### EXERCISE GOAL
From the records below, copy out each line that has the word "Catarino".

### RECORDED INFORMATION
-------
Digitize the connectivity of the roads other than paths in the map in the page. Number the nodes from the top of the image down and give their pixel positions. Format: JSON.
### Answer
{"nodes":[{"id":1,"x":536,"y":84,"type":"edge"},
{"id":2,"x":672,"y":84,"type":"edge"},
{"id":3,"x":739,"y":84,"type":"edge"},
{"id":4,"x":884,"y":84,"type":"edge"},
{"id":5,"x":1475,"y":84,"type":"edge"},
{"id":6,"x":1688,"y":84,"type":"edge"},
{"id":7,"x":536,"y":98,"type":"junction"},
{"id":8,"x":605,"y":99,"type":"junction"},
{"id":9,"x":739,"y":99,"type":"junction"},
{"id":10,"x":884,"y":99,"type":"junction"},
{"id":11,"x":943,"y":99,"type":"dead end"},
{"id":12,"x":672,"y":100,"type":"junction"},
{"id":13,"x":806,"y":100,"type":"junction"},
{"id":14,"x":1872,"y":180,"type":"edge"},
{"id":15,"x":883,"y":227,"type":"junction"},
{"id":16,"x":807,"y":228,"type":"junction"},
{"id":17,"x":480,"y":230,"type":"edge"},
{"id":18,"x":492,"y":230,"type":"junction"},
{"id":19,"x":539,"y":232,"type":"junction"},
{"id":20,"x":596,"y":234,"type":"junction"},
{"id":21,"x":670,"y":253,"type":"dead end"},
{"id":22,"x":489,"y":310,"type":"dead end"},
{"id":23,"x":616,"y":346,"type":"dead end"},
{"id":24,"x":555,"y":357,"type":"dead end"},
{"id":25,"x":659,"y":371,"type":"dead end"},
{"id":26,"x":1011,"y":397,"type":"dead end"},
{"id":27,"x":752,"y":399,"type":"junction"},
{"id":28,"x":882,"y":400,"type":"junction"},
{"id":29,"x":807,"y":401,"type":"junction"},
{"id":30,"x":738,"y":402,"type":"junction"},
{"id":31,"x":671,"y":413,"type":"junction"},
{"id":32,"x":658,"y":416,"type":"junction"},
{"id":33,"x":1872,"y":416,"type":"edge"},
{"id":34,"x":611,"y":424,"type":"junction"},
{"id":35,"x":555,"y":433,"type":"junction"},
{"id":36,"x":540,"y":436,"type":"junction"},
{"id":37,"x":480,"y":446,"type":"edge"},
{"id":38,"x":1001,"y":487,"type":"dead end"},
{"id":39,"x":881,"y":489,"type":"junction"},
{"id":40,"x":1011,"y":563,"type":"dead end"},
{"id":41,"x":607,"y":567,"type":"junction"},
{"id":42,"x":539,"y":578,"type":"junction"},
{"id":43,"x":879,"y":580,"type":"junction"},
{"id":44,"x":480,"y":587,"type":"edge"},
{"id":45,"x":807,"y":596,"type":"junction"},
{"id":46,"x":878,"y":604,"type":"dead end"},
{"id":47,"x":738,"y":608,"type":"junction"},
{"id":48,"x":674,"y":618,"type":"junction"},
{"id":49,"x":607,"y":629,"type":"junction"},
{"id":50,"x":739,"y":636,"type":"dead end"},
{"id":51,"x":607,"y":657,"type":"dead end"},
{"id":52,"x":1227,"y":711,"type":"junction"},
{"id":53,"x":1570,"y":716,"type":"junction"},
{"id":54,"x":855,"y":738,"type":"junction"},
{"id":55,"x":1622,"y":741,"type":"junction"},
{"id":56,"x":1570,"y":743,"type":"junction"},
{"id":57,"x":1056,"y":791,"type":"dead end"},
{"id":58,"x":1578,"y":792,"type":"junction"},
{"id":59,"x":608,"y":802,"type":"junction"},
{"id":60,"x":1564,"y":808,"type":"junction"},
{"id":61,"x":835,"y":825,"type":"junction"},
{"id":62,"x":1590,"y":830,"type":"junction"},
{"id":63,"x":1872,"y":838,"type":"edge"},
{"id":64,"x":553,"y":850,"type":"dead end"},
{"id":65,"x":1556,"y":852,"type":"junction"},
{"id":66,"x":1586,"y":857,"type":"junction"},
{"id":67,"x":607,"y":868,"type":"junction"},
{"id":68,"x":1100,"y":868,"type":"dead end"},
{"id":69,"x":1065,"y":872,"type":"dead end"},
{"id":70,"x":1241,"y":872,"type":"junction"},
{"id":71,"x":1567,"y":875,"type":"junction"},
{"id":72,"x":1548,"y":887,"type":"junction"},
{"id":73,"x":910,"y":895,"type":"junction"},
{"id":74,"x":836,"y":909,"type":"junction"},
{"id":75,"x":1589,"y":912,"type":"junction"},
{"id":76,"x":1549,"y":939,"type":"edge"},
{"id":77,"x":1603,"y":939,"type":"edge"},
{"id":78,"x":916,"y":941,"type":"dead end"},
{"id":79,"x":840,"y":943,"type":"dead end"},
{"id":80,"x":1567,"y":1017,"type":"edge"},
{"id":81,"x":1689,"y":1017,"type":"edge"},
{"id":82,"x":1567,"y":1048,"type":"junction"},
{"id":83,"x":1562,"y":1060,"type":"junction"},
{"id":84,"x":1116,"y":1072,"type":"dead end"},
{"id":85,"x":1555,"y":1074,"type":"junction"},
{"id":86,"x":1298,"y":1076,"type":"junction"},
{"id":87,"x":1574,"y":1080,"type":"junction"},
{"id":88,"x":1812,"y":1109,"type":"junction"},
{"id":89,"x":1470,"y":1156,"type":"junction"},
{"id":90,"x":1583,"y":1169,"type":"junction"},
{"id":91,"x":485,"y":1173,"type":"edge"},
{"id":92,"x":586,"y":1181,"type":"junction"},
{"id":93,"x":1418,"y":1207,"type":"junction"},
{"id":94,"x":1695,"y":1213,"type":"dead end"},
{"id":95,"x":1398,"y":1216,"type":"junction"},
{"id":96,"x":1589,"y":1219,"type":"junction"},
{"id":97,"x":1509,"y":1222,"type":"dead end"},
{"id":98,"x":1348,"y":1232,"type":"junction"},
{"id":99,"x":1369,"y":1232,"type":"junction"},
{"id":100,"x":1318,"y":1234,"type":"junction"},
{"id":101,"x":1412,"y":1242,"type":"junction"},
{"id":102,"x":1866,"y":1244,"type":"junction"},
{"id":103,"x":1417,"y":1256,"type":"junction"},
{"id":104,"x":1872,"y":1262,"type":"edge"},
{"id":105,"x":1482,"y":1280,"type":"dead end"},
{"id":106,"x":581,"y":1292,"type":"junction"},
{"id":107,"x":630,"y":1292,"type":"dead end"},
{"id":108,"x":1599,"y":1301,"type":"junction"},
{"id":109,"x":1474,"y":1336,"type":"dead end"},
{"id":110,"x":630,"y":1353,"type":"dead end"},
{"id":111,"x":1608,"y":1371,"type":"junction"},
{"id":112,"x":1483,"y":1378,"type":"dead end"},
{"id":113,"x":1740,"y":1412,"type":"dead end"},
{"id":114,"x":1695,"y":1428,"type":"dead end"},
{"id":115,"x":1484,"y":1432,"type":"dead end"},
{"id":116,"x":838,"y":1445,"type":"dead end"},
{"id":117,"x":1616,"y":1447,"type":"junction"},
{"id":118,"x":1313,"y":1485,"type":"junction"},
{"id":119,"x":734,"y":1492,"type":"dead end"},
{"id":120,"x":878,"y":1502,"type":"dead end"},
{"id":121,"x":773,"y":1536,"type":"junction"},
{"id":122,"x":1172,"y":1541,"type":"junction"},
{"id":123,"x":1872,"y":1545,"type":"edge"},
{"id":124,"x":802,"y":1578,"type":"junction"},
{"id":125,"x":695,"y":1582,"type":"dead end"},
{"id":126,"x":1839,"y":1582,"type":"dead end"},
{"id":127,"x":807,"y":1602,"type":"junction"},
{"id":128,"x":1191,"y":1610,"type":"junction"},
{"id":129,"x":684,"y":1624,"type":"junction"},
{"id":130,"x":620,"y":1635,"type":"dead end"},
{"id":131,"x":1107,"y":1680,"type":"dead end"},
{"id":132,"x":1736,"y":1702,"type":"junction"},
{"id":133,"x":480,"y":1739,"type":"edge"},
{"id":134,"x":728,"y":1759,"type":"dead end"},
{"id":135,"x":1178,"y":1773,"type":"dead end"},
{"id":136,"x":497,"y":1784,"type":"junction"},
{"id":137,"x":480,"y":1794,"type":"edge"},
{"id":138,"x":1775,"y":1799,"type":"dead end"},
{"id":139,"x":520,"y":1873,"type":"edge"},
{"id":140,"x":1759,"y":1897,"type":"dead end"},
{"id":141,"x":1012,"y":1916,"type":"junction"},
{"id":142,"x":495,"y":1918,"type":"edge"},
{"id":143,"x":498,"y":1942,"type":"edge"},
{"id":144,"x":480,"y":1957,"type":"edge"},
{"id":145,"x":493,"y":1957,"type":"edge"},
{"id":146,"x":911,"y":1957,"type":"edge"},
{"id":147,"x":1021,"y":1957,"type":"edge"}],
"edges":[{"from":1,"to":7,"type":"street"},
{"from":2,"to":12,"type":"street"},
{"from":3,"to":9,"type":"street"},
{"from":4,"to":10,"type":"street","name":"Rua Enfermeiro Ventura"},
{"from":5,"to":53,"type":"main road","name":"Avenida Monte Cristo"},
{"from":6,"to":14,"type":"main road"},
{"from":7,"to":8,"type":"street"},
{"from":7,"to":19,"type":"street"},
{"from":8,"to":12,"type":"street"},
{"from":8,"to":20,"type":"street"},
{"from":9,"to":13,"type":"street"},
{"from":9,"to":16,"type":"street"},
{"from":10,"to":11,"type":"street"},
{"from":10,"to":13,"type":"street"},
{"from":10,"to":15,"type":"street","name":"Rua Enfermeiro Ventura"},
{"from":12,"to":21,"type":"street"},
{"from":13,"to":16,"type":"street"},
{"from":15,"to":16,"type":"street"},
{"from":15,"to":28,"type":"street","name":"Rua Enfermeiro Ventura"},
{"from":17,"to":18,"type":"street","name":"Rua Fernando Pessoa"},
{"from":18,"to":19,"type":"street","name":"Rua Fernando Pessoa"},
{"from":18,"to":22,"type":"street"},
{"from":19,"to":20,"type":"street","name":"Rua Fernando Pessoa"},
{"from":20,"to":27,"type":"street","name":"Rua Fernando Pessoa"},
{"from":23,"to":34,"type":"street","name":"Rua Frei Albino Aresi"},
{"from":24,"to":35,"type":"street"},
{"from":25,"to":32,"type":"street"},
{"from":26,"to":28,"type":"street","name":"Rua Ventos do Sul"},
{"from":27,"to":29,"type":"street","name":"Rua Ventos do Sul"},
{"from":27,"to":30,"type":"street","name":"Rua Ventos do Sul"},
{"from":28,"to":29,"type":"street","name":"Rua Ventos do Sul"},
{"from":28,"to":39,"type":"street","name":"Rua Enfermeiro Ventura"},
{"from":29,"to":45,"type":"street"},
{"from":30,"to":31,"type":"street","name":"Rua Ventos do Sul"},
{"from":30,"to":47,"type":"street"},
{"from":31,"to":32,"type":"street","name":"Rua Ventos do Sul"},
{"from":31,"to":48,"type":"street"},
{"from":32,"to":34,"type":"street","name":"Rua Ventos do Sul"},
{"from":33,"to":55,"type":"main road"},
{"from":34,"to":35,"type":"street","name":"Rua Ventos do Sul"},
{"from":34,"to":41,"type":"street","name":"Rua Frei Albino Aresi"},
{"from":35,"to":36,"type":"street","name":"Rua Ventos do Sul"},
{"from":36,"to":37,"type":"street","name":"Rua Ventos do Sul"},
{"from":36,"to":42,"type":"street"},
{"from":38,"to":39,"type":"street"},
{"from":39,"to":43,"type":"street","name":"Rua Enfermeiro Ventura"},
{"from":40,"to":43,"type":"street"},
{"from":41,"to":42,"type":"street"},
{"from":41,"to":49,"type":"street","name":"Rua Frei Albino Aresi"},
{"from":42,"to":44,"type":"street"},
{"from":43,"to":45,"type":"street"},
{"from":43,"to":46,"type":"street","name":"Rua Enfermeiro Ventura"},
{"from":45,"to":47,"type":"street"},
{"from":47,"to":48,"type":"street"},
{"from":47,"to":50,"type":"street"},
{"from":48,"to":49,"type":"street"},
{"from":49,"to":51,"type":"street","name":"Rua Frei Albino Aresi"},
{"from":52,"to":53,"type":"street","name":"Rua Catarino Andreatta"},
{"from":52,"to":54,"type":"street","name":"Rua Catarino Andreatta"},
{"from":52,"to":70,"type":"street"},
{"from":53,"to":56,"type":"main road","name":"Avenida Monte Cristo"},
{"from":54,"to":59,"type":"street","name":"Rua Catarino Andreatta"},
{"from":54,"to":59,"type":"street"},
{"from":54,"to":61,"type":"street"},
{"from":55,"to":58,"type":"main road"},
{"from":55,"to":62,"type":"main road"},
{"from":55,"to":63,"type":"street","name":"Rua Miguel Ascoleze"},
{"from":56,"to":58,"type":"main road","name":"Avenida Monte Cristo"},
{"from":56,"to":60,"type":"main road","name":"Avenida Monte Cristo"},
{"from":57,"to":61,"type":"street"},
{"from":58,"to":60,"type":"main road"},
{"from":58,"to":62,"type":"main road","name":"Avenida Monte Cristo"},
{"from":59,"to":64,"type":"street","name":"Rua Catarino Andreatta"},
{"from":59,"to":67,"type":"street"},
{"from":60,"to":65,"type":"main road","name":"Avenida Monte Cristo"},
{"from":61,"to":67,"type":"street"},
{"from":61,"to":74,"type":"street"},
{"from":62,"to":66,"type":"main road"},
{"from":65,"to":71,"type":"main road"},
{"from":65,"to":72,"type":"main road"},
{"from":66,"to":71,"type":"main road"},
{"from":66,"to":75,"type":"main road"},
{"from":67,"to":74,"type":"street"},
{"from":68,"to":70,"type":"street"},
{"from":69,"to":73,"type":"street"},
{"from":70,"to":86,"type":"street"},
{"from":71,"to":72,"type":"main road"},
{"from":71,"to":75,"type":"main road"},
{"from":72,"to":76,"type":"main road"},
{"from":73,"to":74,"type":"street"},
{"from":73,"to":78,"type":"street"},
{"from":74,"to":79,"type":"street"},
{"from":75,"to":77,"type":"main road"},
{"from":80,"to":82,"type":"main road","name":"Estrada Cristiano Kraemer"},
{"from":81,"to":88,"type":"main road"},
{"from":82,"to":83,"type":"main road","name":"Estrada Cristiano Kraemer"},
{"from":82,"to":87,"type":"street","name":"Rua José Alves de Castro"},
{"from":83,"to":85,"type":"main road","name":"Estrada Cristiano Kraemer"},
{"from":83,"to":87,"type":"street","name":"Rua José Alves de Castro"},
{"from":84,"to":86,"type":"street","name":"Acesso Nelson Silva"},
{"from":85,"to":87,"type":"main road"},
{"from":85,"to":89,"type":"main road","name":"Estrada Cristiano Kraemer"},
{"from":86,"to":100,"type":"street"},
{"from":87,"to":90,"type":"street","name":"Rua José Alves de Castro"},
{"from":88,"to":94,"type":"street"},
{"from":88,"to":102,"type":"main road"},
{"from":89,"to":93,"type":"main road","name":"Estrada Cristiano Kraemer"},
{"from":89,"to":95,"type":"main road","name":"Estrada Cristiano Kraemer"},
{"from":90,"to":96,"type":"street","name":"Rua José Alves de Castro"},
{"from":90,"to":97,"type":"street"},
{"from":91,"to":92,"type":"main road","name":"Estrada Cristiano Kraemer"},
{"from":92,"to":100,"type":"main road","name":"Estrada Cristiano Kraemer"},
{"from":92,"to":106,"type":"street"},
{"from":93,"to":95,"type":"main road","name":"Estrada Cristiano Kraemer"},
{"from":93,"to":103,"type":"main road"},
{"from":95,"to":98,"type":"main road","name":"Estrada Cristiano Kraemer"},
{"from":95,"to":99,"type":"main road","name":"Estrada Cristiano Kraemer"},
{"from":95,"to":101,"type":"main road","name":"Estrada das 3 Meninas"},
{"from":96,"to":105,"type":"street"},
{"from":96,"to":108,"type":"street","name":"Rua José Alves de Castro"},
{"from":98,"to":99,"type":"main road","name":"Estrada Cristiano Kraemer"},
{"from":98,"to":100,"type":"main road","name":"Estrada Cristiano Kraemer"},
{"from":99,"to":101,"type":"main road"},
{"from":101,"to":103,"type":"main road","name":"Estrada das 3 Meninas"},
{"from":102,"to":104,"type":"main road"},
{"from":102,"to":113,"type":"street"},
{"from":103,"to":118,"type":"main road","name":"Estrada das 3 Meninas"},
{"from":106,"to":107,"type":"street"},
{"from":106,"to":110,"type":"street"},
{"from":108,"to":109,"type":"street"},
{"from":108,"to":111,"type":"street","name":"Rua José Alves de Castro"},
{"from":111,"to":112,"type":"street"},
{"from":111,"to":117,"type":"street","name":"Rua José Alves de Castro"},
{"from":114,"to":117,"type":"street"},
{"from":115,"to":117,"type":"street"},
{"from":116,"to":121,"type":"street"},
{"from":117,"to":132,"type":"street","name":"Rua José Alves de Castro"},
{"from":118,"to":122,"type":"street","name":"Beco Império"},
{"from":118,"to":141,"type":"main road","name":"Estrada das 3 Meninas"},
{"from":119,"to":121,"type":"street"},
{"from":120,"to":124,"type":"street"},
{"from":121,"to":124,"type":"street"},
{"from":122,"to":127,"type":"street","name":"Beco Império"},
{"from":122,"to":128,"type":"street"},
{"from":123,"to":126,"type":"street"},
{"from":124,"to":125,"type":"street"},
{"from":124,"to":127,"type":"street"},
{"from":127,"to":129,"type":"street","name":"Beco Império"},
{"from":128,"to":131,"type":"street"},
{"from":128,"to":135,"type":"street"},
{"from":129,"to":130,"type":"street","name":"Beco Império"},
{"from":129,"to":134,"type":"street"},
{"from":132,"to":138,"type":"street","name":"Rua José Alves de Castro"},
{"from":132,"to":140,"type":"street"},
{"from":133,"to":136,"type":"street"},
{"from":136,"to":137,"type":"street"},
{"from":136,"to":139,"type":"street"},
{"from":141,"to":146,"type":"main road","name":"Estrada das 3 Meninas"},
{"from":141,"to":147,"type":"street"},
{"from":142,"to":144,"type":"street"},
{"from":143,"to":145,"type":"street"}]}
-------
### RESPONSE FOR THIS EXERCISE
{"from":52,"to":53,"type":"street","name":"Rua Catarino Andreatta"},
{"from":52,"to":54,"type":"street","name":"Rua Catarino Andreatta"},
{"from":54,"to":59,"type":"street","name":"Rua Catarino Andreatta"},
{"from":59,"to":64,"type":"street","name":"Rua Catarino Andreatta"},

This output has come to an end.